In this blog, we’ll walk through a real-time data pipeline that:

  • Detects file uploads to Amazon S3
  • Sends events via EventBridge
  • Triggers a Lambda function
  • Starts an AWS Glue job

Let’s dive into the architecture and implementation 🚀


🏗️ Architecture Overview

S3 → EventBridge → Lambda → Glue Job


🔁 End-to-End Flow

  1. Data Upload to S3
    A new file lands in a specific S3 bucket.
  2. EventBridge Rule
    Captures the PutObject event from S3 and forwards it to a Lambda target.
  3. Lambda Function
    Parses the event and starts the corresponding Glue job.
  4. AWS Glue Job
    Performs the ETL (Extract, Transform, Load) processing.

📦 Prerequisites

Before you begin, ensure you have the following:

  • An AWS S3 bucket
  • An AWS Glue job created with a valid script
  • A Lambda execution role with permission to start Glue jobs
  • An EventBridge rule linked to S3 events
  • A Lambda function using Python

🔧 Step-by-Step Implementation


1️⃣ Create an S3 Bucket and Upload Sample Data

Upload your files to a folder path such as:

s3://your-bucket/input-data/

💡 You do not need to configure S3 Event Notifications manually—EventBridge can capture S3 events automatically.


2️⃣ Create an EventBridge Rule

Navigate to:

Amazon EventBridge → Rules → Create rule

Rule Details

  • Name: S3ToGlueTriggerRule
  • Event pattern:
{
"source": ["aws.s3"],
"detail-type": ["Object Created"],
"detail": {
"bucket": {
"name": ["your-bucket"]
},
"object": {
"key": [{
"prefix": "input-data/"
}]
}
}
}

Target

  • Target type: Lambda function
  • Target: (Select the Lambda function created in the next step)

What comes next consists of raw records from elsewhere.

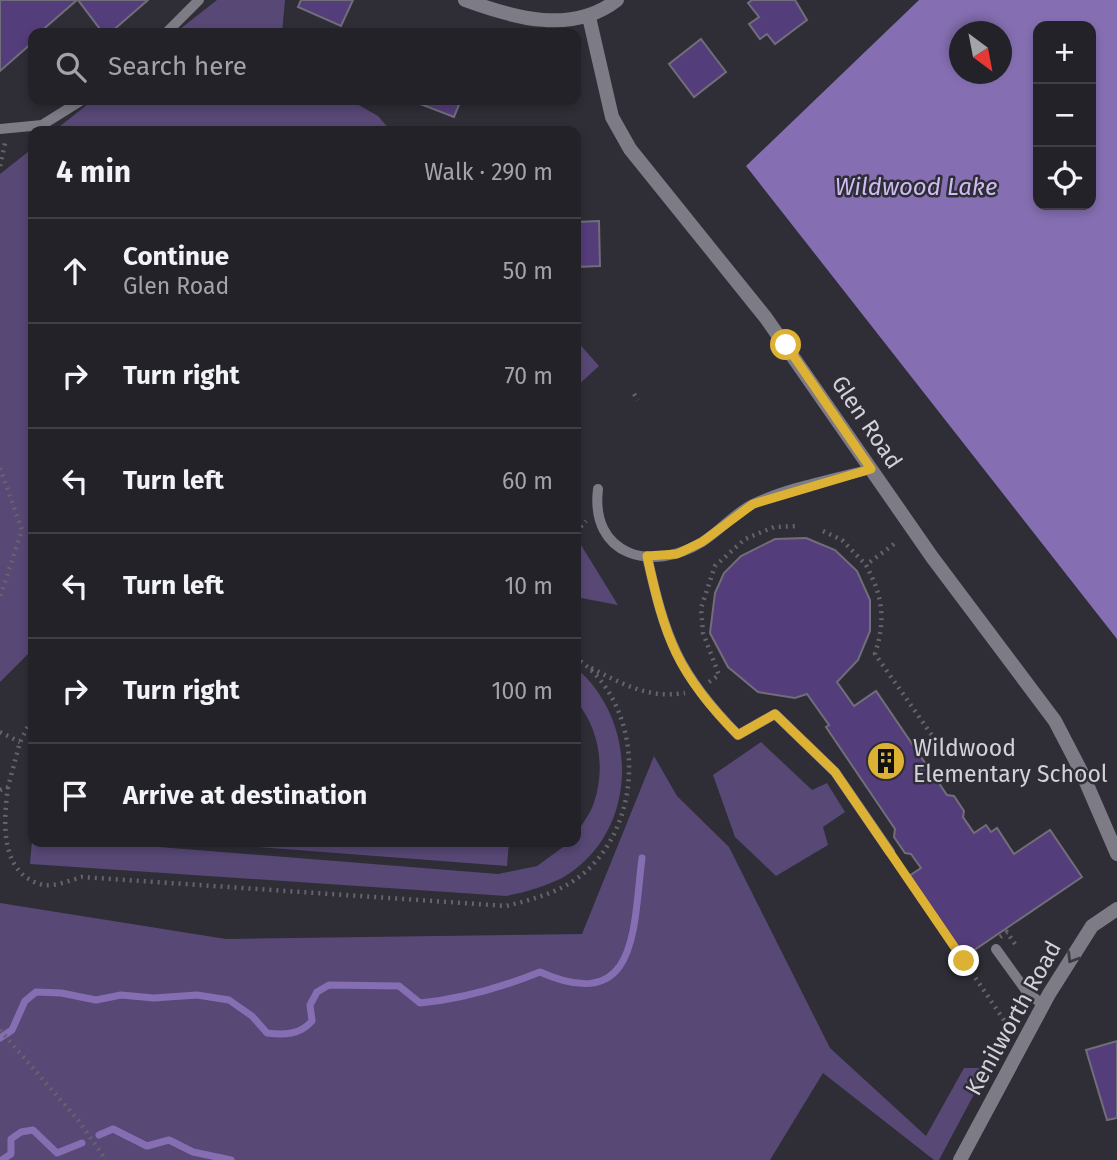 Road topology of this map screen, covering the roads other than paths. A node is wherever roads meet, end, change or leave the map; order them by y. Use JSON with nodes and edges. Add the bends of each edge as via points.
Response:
{"nodes":[{"id":1,"x":199,"y":0,"type":"edge"},
{"id":2,"x":465,"y":0,"type":"edge"},
{"id":3,"x":617,"y":0,"type":"edge"},
{"id":4,"x":589,"y":17,"type":"junction"},
{"id":5,"x":171,"y":28,"type":"edge"},
{"id":6,"x":74,"y":105,"type":"edge"},
{"id":7,"x":28,"y":126,"type":"edge"},
{"id":8,"x":32,"y":126,"type":"edge"},
{"id":9,"x":4,"y":129,"type":"edge"},
{"id":10,"x":871,"y":469,"type":"junction"},
{"id":11,"x":597,"y":489,"type":"dead end"},
{"id":12,"x":647,"y":556,"type":"junction"},
{"id":13,"x":890,"y":852,"type":"road end"},
{"id":14,"x":1117,"y":854,"type":"edge"},
{"id":15,"x":1117,"y":909,"type":"edge"},
{"id":16,"x":996,"y":949,"type":"dead end"},
{"id":17,"x":1043,"y":1005,"type":"junction"},
{"id":18,"x":960,"y":1160,"type":"edge"}],
"edges":[{"from":1,"to":5,"type":"lane"},
{"from":2,"to":4,"type":"street","via":[[521,17],[565,21]]},
{"from":3,"to":4,"type":"street"},
{"from":4,"to":10,"type":"street","name":"Glen Road","via":[[612,117],[629,149],[766,318]]},
{"from":6,"to":8,"type":"lane"},
{"from":7,"to":9,"type":"lane"},
{"from":10,"to":12,"type":"lane","via":[[753,504],[702,542],[677,554]]},
{"from":10,"to":14,"type":"street","name":"Glen Road","via":[[1055,721]]},
{"from":11,"to":12,"type":"lane","via":[[595,510],[601,531],[617,550]]},
{"from":12,"to":13,"type":"lane","via":[[662,623],[698,690],[738,735],[775,714],[835,772]]},
{"from":15,"to":17,"type":"street","name":"Kenilworth Road","one_way":true,"via":[[1092,926]]},
{"from":16,"to":17,"type":"lane","via":[[1027,992]]},
{"from":17,"to":18,"type":"street","name":"Kenilworth Road"}]}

3️⃣ Create the Lambda Function

This Lambda function will listen to S3 events and trigger the Glue job.

🐍 Lambda Python Code

import boto3
import json
import os

glue = boto3.client('glue')

def lambda_handler(event, context):
print("Received Event:", json.dumps(event))

# Extract S3 bucket and object key
bucket = event['detail']['bucket']['name']
key = event['detail']['object']['key']

glue_job_name = os.environ['GLUE_JOB_NAME'] # Environment variable

try:
response = glue.start_job_run(
JobName=glue_job_name,
Arguments={
'--bucket': bucket,
'--key': key
}
)
print("Glue Job Triggered:", response['JobRunId'])
return {
'statusCode': 200,
'body': f"Triggered Glue Job {glue_job_name} with run ID {response['JobRunId']}"
}
except Exception as e:
print("Error triggering Glue Job:", e)
return {
'statusCode': 500,
'body': f"Error: {str(e)}"
}


✅ Lambda Configuration

  • Runtime: Python 3.9 or above
  • Environment Variable: GLUE_JOB_NAME = your-glue-job-name
  • Permissions:
    • glue:StartJobRun
    • CloudWatch Logs permissions

⚠️ Avoid using full admin policies in production—use least privilege.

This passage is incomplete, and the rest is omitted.